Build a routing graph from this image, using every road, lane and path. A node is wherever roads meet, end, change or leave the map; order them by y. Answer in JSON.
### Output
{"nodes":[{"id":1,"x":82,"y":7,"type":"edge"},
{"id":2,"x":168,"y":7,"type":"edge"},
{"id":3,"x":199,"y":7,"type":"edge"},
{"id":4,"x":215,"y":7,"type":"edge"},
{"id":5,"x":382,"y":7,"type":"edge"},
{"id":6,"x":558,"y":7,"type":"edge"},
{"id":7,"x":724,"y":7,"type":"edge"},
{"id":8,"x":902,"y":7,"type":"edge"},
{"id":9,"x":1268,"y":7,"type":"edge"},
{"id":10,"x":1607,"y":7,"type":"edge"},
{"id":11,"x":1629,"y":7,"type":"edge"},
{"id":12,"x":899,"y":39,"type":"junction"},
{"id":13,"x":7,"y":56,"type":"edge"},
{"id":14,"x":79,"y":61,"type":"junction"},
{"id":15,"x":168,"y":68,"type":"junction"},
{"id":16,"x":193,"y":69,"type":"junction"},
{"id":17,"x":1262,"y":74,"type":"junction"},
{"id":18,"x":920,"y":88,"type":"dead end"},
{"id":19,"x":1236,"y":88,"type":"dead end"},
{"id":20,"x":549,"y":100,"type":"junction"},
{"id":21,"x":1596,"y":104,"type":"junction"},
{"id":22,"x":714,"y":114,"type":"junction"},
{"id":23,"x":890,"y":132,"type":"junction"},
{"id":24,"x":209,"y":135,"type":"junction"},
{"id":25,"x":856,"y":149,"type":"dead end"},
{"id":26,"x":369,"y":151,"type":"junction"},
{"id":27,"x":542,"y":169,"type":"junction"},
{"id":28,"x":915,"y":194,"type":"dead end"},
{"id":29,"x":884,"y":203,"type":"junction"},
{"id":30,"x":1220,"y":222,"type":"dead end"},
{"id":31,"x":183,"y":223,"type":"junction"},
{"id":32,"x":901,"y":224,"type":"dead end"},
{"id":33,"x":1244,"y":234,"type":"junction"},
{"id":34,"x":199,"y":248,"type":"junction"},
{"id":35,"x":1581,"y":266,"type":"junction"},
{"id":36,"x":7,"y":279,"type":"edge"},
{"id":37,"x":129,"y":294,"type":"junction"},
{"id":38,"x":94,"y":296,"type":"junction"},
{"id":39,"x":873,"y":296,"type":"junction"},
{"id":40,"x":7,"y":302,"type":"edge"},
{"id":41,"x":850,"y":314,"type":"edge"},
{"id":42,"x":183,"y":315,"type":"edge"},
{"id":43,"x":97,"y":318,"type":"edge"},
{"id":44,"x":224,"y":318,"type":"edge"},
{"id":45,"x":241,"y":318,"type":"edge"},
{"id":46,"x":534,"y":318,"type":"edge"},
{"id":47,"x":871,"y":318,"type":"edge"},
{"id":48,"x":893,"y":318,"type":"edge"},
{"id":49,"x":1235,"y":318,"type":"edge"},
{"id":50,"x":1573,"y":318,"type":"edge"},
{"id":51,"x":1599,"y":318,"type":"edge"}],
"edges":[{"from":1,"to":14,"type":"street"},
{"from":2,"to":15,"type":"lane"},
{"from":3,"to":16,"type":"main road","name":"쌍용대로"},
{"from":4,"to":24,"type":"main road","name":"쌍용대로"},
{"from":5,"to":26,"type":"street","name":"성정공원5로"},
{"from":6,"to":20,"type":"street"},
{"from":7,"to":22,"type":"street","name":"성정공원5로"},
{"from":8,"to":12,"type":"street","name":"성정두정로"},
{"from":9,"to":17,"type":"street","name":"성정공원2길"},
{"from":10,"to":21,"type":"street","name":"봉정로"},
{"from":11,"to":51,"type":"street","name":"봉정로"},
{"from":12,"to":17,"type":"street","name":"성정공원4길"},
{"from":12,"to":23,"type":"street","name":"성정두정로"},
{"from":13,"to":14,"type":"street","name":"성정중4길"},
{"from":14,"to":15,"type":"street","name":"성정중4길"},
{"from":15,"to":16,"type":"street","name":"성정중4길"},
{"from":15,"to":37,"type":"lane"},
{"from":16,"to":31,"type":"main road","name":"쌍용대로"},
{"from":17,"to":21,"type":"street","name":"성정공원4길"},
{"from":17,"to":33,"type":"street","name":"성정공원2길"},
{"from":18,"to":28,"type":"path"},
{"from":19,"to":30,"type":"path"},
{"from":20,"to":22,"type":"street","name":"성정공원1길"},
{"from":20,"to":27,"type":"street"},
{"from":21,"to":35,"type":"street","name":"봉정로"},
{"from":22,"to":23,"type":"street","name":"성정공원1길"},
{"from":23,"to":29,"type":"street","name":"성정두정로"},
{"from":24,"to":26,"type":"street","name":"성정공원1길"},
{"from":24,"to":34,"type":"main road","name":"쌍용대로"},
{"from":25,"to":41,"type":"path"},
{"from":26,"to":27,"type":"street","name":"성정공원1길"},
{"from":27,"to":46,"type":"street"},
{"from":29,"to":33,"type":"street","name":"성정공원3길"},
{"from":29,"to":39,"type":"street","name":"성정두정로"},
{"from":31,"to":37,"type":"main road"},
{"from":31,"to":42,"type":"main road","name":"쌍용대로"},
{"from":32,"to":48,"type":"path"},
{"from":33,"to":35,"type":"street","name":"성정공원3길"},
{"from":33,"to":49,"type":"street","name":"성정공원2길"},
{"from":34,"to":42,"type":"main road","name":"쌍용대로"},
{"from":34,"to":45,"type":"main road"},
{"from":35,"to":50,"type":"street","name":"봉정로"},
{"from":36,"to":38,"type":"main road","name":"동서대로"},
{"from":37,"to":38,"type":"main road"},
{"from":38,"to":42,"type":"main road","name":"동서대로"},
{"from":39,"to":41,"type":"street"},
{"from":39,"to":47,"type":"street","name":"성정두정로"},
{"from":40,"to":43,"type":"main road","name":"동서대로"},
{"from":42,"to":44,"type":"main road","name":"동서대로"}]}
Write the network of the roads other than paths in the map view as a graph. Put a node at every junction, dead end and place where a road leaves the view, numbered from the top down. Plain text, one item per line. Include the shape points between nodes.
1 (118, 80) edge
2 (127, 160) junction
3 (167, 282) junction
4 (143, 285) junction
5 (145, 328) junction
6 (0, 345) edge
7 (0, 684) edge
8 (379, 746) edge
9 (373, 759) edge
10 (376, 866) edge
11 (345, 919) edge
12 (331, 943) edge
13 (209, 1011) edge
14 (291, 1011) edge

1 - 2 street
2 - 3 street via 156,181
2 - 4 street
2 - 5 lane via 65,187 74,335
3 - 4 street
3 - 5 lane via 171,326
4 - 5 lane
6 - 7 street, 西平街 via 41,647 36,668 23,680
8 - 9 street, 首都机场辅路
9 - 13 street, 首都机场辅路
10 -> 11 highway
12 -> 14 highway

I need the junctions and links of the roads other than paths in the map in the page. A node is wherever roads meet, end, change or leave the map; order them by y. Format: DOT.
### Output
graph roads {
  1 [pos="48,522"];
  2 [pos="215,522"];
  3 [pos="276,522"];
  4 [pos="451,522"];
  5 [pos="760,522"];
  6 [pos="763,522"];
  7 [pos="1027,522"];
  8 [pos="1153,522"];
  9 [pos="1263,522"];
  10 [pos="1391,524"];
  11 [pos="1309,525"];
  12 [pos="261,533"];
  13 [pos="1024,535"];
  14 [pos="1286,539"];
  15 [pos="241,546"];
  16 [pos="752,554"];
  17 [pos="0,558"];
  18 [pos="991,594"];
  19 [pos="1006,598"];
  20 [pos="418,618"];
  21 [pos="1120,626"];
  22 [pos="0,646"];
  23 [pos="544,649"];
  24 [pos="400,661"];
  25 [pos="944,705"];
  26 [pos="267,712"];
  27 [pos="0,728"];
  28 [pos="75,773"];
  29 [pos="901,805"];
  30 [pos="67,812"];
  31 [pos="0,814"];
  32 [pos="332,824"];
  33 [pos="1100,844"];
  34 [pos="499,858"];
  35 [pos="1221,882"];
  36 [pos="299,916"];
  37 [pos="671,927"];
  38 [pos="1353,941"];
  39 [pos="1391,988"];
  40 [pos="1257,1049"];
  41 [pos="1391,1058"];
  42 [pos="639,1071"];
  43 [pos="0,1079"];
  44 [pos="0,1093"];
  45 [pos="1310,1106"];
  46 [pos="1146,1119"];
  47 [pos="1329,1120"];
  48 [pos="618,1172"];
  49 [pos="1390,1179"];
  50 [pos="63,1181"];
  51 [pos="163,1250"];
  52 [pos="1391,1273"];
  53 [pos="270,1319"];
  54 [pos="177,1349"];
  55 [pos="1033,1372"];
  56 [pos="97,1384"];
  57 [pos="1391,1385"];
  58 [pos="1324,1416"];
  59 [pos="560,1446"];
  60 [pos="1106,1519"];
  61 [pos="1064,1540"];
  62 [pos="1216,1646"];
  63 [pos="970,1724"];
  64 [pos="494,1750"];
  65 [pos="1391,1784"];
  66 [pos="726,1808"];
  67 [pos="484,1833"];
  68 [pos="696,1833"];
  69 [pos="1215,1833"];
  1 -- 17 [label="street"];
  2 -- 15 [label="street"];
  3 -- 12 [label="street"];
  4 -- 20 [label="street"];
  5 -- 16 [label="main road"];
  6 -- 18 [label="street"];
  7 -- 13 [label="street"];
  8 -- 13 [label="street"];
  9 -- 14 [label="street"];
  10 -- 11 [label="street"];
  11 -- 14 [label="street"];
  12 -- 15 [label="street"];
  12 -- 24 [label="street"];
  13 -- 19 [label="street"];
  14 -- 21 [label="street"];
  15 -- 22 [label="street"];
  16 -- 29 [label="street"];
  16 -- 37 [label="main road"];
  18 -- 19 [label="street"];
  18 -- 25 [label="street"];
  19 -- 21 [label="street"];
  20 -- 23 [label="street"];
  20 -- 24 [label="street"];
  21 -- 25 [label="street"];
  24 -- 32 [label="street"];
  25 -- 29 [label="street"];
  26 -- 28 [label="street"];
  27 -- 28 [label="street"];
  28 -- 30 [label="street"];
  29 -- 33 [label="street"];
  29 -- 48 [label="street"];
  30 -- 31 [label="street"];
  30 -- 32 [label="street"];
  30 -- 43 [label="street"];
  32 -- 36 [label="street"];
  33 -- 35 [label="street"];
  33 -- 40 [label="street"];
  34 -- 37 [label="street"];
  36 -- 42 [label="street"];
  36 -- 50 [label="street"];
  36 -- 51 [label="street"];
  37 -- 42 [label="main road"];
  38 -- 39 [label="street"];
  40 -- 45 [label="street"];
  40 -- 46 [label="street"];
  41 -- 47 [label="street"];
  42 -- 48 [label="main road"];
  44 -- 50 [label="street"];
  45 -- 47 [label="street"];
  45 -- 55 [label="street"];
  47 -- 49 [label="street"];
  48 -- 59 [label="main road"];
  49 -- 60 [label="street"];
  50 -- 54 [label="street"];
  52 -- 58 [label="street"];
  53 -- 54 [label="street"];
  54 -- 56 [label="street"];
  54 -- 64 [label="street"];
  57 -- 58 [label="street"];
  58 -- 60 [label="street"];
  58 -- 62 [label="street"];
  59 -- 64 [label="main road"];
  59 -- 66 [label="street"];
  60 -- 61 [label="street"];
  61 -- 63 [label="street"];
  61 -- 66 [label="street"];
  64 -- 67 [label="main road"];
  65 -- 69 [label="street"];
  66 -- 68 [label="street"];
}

[Required work] For the word "쌍용대로", count the lines in the records that contain it. Give the number and no other words.

[Response to this task] 6